**What to work on**
Your answer should consist of every line in the records that holds "other".

**Exercise material**
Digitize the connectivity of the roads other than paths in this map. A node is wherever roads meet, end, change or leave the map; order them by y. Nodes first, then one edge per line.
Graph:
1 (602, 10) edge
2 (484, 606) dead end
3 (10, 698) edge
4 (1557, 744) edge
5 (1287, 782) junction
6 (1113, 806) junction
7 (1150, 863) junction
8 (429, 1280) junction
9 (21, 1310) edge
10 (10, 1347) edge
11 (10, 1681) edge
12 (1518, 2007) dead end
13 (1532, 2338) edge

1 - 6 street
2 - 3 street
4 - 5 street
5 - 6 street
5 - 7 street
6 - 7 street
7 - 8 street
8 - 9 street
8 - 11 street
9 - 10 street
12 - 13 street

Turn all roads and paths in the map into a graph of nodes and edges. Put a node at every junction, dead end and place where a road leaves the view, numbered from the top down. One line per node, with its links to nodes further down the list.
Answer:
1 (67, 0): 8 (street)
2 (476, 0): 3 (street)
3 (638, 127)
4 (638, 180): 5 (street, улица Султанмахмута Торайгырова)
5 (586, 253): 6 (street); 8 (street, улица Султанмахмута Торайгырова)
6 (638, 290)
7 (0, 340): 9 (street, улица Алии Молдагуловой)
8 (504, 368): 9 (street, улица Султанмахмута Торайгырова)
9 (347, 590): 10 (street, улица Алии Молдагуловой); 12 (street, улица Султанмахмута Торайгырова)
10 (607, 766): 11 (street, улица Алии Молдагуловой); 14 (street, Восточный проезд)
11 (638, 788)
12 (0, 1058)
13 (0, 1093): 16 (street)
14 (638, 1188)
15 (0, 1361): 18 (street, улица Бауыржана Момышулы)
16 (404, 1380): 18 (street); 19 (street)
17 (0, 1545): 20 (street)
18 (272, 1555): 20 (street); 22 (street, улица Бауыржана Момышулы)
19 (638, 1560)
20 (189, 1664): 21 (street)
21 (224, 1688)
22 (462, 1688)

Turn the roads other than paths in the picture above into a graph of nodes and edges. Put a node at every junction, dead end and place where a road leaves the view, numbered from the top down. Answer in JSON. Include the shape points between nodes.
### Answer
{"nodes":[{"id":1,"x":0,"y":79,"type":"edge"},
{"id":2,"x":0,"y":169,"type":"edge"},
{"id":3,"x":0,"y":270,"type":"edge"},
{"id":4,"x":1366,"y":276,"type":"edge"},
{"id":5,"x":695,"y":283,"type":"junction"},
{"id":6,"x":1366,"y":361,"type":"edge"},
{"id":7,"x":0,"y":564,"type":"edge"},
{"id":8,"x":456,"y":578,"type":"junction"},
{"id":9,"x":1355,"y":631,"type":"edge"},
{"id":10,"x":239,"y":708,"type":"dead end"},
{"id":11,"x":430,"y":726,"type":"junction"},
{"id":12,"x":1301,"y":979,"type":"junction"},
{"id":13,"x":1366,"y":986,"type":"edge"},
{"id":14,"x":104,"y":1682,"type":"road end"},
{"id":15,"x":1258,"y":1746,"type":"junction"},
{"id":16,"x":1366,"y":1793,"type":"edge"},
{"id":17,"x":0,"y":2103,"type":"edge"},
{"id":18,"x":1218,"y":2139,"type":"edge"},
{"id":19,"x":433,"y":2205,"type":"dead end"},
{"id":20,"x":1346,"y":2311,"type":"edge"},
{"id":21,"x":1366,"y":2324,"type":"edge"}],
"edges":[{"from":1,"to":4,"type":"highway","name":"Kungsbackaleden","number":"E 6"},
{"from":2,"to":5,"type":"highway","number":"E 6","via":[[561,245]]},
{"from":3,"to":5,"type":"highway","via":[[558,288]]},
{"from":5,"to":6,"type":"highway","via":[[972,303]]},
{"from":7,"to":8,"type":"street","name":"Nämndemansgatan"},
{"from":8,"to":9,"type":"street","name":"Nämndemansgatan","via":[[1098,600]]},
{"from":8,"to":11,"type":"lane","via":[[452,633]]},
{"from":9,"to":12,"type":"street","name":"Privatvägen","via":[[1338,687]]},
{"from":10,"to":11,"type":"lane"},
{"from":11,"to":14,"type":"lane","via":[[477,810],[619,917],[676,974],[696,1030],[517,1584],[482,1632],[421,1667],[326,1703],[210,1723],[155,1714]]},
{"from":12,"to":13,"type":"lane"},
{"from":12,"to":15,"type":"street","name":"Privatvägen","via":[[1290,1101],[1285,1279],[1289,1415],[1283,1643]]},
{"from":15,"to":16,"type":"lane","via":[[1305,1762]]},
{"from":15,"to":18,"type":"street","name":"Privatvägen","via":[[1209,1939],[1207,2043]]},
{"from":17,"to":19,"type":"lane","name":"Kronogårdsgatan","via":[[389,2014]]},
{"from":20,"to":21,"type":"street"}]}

**Result of the task**
Digitize the connectivity of the roads other than paths in this map. A node is wherever roads meet, end, change or leave the map; order them by y. Nodes first, then one edge per line.
Turn the roads other than paths in the picture above into a graph of nodes and edges. Put a node at every junction, dead end and place where a road leaves the view, numbered from the top down. Answer in JSON. Include the shape points between nodes.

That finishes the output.